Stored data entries
******

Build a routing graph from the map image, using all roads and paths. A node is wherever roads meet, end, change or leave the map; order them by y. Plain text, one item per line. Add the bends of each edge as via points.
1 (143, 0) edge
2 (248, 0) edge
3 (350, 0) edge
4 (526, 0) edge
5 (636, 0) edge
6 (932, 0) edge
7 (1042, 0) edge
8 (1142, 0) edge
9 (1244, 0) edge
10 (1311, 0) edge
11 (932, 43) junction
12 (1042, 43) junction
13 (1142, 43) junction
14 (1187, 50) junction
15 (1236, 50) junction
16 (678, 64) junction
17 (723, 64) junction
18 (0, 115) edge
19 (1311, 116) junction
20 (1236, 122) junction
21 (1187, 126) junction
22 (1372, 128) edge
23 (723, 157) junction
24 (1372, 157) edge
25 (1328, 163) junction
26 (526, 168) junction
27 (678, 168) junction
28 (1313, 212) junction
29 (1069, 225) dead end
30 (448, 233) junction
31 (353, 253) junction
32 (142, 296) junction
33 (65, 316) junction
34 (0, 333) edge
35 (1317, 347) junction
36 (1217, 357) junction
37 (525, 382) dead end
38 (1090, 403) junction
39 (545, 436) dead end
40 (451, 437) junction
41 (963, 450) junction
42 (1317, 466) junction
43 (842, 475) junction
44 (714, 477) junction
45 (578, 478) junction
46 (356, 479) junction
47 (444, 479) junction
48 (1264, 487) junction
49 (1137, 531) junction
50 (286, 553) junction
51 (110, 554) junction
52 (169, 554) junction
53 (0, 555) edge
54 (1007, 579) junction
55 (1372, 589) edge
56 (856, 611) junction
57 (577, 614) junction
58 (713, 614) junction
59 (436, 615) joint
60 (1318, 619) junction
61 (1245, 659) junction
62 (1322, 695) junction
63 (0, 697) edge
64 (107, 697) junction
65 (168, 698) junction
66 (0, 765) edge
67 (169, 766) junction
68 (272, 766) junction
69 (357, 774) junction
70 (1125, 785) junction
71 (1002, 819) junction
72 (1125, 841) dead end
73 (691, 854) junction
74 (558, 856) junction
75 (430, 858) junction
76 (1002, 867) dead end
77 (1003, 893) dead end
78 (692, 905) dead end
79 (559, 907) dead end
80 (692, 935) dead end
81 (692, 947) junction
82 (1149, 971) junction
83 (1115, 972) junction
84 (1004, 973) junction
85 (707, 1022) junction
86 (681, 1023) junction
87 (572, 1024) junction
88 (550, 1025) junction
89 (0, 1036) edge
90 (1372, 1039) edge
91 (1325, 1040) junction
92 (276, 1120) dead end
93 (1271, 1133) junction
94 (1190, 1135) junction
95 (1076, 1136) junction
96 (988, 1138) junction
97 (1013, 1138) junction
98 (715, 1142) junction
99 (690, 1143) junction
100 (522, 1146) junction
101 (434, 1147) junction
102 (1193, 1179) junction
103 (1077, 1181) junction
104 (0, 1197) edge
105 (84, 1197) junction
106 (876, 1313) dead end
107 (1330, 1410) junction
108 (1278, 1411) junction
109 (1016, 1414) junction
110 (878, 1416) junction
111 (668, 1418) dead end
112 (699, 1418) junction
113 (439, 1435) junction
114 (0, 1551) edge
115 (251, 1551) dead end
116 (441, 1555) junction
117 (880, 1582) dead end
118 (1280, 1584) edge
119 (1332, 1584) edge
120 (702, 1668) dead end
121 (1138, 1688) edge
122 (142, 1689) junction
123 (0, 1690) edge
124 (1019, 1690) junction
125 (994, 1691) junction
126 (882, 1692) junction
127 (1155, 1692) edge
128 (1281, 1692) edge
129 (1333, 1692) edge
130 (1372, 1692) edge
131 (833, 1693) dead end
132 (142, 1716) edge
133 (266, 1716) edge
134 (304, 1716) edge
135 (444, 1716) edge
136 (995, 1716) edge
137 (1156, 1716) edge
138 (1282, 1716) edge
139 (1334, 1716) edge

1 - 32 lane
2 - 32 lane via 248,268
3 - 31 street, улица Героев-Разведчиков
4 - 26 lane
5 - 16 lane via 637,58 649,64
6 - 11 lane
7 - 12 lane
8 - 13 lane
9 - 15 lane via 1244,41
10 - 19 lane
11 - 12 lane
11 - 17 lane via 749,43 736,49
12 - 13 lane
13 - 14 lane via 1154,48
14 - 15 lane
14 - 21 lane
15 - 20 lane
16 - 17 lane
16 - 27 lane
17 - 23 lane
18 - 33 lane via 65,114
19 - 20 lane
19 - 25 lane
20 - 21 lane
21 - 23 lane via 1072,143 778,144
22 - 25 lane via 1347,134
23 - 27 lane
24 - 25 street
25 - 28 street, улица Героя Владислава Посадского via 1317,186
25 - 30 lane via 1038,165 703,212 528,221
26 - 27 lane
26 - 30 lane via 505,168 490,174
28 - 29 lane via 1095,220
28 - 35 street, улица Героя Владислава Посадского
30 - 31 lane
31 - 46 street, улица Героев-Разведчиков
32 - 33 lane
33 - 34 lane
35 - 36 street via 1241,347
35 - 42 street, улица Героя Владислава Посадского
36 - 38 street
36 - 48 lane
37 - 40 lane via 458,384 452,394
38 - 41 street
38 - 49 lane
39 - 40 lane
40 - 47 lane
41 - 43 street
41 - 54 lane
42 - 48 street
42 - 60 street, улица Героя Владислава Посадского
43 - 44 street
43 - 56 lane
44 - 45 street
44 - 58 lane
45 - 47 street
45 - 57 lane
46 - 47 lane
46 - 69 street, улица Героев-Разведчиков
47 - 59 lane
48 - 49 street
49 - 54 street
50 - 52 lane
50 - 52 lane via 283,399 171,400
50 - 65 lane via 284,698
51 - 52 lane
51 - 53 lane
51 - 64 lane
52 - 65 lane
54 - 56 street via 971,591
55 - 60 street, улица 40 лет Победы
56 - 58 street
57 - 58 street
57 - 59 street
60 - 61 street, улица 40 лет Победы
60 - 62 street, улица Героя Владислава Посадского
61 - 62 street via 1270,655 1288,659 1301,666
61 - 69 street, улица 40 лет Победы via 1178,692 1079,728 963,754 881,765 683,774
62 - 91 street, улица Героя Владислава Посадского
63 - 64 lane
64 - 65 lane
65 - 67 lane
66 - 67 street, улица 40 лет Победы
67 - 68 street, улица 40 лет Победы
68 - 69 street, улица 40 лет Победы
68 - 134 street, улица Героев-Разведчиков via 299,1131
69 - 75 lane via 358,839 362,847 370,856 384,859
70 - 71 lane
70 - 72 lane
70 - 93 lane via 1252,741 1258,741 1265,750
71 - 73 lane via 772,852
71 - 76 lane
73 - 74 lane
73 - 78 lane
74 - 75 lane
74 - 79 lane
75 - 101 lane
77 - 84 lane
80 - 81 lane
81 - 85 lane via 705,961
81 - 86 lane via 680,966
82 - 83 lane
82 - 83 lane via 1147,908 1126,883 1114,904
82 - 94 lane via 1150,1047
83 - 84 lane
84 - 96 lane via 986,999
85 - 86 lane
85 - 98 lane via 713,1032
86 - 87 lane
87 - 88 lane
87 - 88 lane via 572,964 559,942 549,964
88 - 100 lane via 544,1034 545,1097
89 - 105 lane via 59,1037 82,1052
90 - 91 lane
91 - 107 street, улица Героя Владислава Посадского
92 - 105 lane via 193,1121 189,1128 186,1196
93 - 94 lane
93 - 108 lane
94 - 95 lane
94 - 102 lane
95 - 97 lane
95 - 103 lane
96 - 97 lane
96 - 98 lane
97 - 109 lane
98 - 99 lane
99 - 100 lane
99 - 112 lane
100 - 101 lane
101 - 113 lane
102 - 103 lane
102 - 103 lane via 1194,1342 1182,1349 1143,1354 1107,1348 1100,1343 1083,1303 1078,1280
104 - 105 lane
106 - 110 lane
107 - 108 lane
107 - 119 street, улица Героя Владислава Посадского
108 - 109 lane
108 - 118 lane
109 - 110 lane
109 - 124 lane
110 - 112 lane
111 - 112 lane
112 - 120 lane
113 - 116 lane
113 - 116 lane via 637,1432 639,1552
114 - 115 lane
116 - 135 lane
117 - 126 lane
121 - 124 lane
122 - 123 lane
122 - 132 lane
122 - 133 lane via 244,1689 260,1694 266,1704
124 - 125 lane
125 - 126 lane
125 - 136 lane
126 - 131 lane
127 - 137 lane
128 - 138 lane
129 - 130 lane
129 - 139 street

******

▸ **REQUIRED ACTION**: Would you give the number of lines of the data that include the string "Героев"? Nothing else is wanted.

▸ **EXERCISE SOLUTION**: 4